There will be challenges. Ferguson highlights the need for an energy supply for “black start” of electrolyzers where there’s no existing power connection. There’s also a big question around safety and from that perspective it can make more sense to have electrolyzers onshore. OREC is exploring some of these areas now and has conducted a hazard identification study. While that found lots of things could go wrong, none were insurmountable, he says.
To help development of this area, OREC has been working with various players, including Vattenfall and ERM. It’s setting up a test facility to work with hydrogen from the Aberdeen hydrogen-wind pilot. But it’s also looking at a broader test facility to test hydrogen equipment, for comprehensive testing and development of hardware to help developers see what’s happening when the plug electrolysis into a wind turbine.
The GEPS Techno hybrid renewable energy platform that will host Lhyfe’s electrolyzer technology offshore Saint-Nazaire, France, this year.Photos courtesy Lhyfe
Wood Mackenzie analyst Bridget van Dorsten highlights that offshore wind is just one feedstock for hydrogen. Of the pipeline of projects announced to date, only 1/10 have an offshore wind component to powering the electrolyzer. She says targets like those set out in the REPowerEU policy will be needed to incentivise investment in green hydrogen. Likewise the ability to include hydrogen in large scale offshore wind projects also provides an incentive as it means developers can arbitrage – i.e. when there’s excess power and it’s cheap, convert it to hydrogen to then sell on when prices are higher, adds Rishab.That will mean a market developing, which currently there’s not. Prices today are on contracts, normally of around $3/kg for grey hydrogen, says van Dorsten. It’s thought that if green hydrogen can hit $2/kg, this will make it competitive. Wood Mackenzie forecasts the cost of green hydrogen – currently around $6-8/kg – to reach $2/kg in the mid-2030s, with the main driving factor (70-80%) being the cost of renewable energy.

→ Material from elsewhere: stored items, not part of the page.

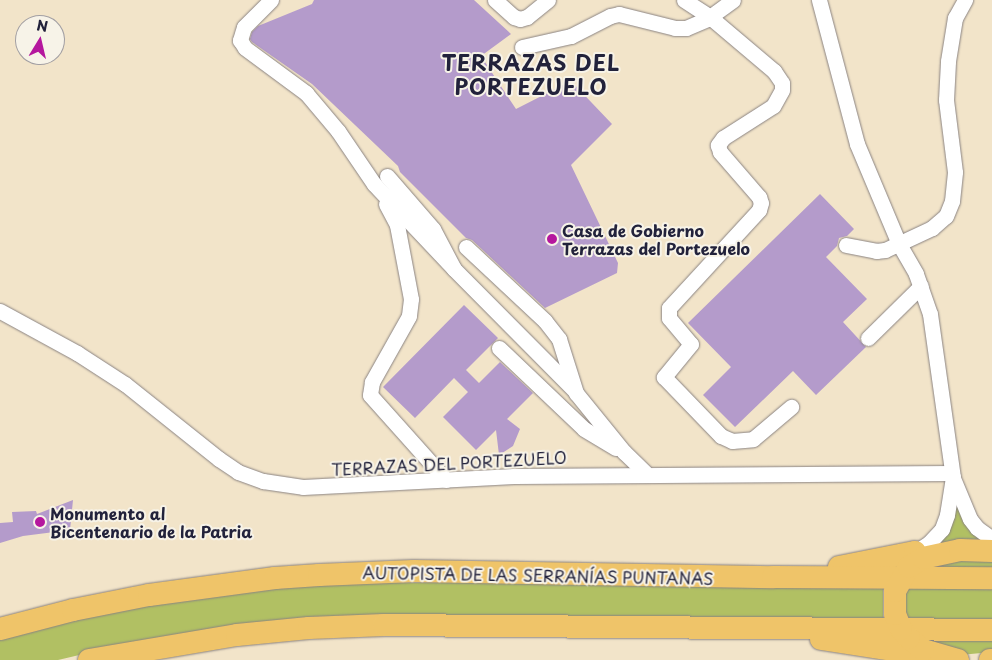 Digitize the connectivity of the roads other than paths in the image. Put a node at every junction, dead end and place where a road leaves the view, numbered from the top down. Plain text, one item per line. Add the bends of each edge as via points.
1 (271, 0) edge
2 (495, 0) edge
3 (548, 0) edge
4 (684, 0) edge
5 (733, 0) edge
6 (819, 0) edge
7 (965, 0) edge
8 (710, 17) junction
9 (522, 47) dead end
10 (381, 180) junction
11 (899, 244) junction
12 (846, 245) dead end
13 (466, 247) dead end
14 (921, 286) junction
15 (0, 311) edge
16 (868, 338) dead end
17 (499, 348) dead end
18 (576, 393) junction
19 (791, 407) dead end
20 (624, 452) junction
21 (646, 473) junction
22 (953, 475) junction
23 (446, 480) junction
24 (992, 539) edge
25 (992, 551) edge
26 (917, 556) junction
27 (773, 577) junction
28 (902, 577) junction
29 (992, 578) edge
30 (762, 628) junction
31 (0, 629) edge
32 (901, 629) junction
33 (992, 630) edge
34 (954, 659) edge
35 (89, 660) edge

1 - 10 street via 244,27 240,40 245,48 306,93
2 - 3 street via 520,19
4 - 8 street
5 - 8 street
6 - 11 street via 857,144
7 - 11 street via 955,18 946,92 956,172 952,201 940,222
8 - 9 street via 686,28 675,28 619,14 571,36
8 - 19 street via 774,71 782,83 782,90 773,106 718,145 720,152 762,203 669,308 668,318 691,344 664,377 721,436 732,441 753,439
10 - 18 street via 433,229 454,269
10 - 23 street via 397,225 411,299 409,316 372,382 370,395
11 - 12 street via 876,251
11 - 14 street
13 - 18 street via 545,321 559,339
14 - 16 street
14 - 22 street via 933,331
15 - 23 street, TERRAZAS DEL PORTEZUELO via 77,353 125,384 238,472 263,481 303,487
17 - 20 street via 584,429
18 - 20 street
20 - 21 street
21 - 22 street, TERRAZAS DEL PORTEZUELO
21 - 23 street, TERRAZAS DEL PORTEZUELO
22 - 24 street via 970,519
22 - 26 street via 942,529
25 - 26 highway via 948,551
26 - 27 highway
26 - 28 highway
27 - 28 highway, AUTOPISTA DE LAS SERRANÍAS PUNTANAS
27 - 31 highway, AUTOPISTA DE LAS SERRANÍAS PUNTANAS via 414,571 284,577 111,601
28 - 29 highway, AUTOPISTA DE LAS SERRANÍAS PUNTANAS
28 - 32 highway via 893,600
30 - 32 highway
30 - 34 highway
30 - 35 highway via 384,625 309,628 237,635
32 - 33 highway
32 - 34 highway via 924,650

François Paquet, Impact director of the Renewable Hydrogen Coalition (founded by Breakthrough Energy (founded by Bill Gates), SolarPower Europe and WindEurope), says renewable hydrogen is a game changer and that there’s a market emerging, with companies designing hydrogen fuelled vessels that could then go and be refuelled at an offshore wind farm where hydrogen is produced.
He highlights a project Siemens Energy is coordinating, H2Mare, a part of which is looking at just this scenario. But, “It’s still too early to say where the market and technology will go,” he says. “There are plenty of different projects looking into developing different options, onshore and offshore. “The ambition is high, but we need tools to give us the ability to deliver that,” says Paquet, highlighting challenges from permitting and the grid to auctions and manufacturing capacity. Creating certainty around the demand, is also very important, he says.